The meeting was called to hash out legal directives to give the Alberta Energy Regulator the power to direct oil producers to cut production by 8.7 percent starting Jan. 1.
Notley said it will be a short-term solution to address the glut in reserves that’s driving down prices and is designed to be monitored and adjusted monthly as necessary. It ends on Dec. 31, 2019.
Closed meeting between MPs and Chinese officials cancelled
An all-party House of Commons committee of elected MPs planned a closed-door meeting with a delegation of Chinese politicians and diplomats but abruptly cancelled it Dec. 5.
A former Canadian ambassador to China says the meeting was a bad idea in the first place because holding it in-camera meant a lost opportunity for Canada to show Beijing how a democracy really works.
The meeting was cancelled one day after CSIS director David Vigneault told a business audience that interference by hostile states has now become a greater threat to Canadian national security than terrorism.
The Commons foreign-affairs committee had planned to meet on Dec. 6 with Lu Shaye, Beijing’s ambassador to Canada, and four visiting members of the National People’s Congress of China.

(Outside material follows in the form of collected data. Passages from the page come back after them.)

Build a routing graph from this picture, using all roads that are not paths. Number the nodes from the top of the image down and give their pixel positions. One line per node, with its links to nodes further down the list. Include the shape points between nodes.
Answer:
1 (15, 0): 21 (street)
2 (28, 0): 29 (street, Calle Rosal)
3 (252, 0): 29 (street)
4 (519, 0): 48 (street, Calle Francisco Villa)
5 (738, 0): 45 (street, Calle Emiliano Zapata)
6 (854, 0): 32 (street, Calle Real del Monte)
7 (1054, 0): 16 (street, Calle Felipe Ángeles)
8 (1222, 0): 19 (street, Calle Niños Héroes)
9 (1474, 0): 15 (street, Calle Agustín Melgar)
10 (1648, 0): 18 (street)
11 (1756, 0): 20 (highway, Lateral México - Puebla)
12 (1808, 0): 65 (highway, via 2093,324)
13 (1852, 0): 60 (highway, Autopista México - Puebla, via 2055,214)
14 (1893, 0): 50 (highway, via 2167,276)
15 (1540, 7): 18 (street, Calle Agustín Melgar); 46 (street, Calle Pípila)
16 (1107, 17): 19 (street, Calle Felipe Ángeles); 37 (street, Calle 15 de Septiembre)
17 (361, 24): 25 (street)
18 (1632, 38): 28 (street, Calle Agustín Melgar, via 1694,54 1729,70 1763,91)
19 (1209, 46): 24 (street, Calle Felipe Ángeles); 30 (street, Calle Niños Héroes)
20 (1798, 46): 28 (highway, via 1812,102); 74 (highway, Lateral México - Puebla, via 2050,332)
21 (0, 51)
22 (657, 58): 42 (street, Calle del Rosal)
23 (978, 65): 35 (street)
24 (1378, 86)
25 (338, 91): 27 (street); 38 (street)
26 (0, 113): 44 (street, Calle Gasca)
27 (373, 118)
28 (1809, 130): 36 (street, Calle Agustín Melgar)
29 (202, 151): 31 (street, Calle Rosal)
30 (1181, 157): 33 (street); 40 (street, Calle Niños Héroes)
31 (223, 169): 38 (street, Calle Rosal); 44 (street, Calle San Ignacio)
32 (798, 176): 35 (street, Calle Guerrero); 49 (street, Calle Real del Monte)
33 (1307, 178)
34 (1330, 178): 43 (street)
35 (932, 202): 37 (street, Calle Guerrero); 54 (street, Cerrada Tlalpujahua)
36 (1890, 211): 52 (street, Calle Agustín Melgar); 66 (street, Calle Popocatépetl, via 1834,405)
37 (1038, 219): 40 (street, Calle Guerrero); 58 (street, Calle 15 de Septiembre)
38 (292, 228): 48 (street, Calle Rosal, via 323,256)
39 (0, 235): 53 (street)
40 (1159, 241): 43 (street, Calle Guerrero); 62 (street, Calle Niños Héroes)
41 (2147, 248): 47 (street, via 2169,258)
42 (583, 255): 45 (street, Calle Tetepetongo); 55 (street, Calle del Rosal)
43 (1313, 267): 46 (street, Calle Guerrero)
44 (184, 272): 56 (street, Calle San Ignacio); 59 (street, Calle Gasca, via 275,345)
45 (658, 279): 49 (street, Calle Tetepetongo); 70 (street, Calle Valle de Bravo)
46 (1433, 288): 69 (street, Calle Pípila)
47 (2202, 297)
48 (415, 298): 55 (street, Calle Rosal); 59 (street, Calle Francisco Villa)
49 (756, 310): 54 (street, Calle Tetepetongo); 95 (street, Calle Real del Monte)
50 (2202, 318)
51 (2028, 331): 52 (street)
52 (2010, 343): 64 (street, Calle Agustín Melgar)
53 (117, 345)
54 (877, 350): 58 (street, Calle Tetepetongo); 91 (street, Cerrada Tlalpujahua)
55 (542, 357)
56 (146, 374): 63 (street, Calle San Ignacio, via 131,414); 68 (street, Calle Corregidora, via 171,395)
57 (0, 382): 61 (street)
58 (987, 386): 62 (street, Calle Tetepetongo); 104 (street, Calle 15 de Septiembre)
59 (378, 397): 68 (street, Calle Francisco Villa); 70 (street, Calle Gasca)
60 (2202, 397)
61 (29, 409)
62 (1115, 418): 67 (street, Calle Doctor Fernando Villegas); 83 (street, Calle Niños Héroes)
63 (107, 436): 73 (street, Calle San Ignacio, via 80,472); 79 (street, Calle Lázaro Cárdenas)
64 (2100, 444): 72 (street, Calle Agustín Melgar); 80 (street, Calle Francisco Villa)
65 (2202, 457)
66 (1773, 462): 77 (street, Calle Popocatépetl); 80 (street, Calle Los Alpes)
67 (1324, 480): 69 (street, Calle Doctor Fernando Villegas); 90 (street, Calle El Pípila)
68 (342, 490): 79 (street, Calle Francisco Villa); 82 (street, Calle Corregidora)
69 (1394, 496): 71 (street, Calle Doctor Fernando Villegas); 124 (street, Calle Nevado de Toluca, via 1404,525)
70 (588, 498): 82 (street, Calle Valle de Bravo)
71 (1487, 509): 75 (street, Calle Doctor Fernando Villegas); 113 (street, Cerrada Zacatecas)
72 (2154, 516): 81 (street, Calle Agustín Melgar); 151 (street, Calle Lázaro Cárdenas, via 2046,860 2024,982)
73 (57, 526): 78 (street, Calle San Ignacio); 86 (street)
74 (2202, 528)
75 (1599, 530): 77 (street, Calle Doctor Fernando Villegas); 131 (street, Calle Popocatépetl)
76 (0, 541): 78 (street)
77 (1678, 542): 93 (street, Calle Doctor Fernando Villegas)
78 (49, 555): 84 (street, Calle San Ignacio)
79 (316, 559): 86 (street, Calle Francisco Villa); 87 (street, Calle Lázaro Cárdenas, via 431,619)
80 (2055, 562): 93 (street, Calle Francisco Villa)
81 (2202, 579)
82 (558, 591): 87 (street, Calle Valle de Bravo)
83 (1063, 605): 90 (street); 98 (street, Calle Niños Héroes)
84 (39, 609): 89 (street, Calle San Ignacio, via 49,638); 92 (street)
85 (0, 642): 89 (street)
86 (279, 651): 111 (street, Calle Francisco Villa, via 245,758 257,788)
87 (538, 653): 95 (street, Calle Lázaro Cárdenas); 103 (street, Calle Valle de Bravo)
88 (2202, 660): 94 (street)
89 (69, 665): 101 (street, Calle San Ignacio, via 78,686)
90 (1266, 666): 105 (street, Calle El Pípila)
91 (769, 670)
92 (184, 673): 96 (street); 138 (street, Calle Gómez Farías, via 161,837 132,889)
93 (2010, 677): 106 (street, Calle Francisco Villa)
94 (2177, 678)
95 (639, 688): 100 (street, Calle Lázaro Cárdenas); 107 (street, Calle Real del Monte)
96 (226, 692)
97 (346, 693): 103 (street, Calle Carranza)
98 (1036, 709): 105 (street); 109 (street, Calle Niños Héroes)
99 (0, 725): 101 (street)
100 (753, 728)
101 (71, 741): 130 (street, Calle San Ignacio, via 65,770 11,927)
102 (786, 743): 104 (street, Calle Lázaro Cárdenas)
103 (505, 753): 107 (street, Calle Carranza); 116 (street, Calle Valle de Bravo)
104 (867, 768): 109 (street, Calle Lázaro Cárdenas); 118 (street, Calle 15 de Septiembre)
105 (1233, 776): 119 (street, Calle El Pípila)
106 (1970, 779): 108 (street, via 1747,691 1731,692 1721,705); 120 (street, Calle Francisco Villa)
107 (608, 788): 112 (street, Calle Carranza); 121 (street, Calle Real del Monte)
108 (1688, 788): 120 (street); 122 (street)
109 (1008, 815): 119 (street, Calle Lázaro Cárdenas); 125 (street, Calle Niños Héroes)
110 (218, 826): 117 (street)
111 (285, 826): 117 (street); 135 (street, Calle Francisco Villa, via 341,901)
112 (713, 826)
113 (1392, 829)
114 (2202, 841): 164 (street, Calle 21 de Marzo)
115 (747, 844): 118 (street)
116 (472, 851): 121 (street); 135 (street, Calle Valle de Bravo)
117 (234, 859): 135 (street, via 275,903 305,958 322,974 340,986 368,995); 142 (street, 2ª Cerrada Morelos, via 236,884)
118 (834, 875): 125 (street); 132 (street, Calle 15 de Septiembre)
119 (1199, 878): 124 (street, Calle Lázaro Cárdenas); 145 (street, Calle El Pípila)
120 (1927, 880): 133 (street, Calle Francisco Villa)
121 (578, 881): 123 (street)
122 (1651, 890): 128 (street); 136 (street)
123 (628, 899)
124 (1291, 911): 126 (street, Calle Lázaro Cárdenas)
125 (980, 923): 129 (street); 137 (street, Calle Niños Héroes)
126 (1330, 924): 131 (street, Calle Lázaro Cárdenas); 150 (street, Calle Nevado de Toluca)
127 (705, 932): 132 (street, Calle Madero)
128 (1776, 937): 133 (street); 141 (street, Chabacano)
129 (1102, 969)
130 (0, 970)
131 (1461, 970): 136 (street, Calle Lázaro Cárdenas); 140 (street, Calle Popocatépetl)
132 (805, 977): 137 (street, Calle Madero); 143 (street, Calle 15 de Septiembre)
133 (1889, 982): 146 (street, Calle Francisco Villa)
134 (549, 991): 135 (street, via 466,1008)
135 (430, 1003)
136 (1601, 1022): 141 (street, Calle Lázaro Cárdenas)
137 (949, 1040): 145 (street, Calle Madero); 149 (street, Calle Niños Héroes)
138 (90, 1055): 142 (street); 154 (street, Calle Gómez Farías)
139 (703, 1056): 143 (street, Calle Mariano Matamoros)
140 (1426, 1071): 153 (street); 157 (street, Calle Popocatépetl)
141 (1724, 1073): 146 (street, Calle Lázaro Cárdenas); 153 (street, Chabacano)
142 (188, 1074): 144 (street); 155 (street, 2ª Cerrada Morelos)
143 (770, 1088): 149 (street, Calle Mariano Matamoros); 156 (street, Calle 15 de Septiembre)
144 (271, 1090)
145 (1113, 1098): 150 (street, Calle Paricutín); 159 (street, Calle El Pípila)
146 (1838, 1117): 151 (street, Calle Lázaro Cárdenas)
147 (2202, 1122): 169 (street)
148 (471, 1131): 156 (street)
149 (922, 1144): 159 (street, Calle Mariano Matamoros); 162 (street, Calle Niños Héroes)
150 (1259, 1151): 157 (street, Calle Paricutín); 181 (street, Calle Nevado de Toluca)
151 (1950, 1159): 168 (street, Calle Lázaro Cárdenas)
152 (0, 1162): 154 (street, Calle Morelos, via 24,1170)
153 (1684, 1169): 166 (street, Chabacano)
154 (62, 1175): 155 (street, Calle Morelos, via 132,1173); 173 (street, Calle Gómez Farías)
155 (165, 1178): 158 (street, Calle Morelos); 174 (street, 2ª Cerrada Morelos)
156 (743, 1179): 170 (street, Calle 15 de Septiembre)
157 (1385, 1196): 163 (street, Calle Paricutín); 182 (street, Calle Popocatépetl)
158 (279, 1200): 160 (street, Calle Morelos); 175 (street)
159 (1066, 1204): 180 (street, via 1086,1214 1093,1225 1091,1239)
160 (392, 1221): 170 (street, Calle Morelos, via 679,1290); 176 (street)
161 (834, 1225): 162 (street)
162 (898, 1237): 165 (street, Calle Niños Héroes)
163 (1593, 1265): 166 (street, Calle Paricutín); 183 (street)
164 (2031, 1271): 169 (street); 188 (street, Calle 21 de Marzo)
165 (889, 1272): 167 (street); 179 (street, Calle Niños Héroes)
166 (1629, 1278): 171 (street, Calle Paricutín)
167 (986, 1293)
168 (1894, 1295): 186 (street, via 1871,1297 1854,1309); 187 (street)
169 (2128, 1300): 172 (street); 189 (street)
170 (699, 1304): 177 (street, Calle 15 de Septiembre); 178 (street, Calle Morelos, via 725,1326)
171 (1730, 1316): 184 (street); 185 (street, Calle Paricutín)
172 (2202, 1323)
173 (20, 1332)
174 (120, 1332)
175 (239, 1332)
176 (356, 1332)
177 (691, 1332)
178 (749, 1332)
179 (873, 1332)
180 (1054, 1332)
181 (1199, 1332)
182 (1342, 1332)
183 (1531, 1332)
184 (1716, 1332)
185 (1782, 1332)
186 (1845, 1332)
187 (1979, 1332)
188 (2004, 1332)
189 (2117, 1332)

A spokesman for the committee’s Liberal chair said China cancelled the meeting, but he dismissed further questions about why it was initially closed to the public.
Canadian astronaut bound for ISS on Russian rocket
Canadian astronaut David Saint-Jacques blasted through the skies over Kazakhstan early Dec. 3 in what appeared to be a seamless launch of a Russian Soyuz rocket bound for the International Space Station.
The 48-year-old doctor and astronaut lifted off from the Baikonur Cosmodrome with Anne McClain of NASA and Oleg Kononenko of the Russian space agency, Roscosmos.
The launch of the Soyuz MS-11 spacecraft appeared to go exactly as planned at the precise liftoff time of 6:31 a.m. Eastern.
A crowd monitored the launch from the Canadian Space Agency in Longueuil, Que., as the rocket began its roughly six-hour transit to the space station.
Newly discovered cave might be largest in Canada
A newly discovered cave in a remote valley in British Columbia’s Wells Gray Provincial Park might just be the largest in the country.
The feature was spotted by a helicopter crew from the province’s Ministry of Environment and Climate Change in March, as they were conducting a caribou census through the northeastern part of the park.
Geologist Catherine Hickson says it’s a very significant discovery, and promises a dramatic new chapter in the story of Canadian cave exploration. She says the cave was formed underneath glaciers for potentially tens of thousands of years.
“It’s about the size of a soccer field,” she said. “Think about this giant circular or oval hole that just goes down and down and down. It is truly amazing.”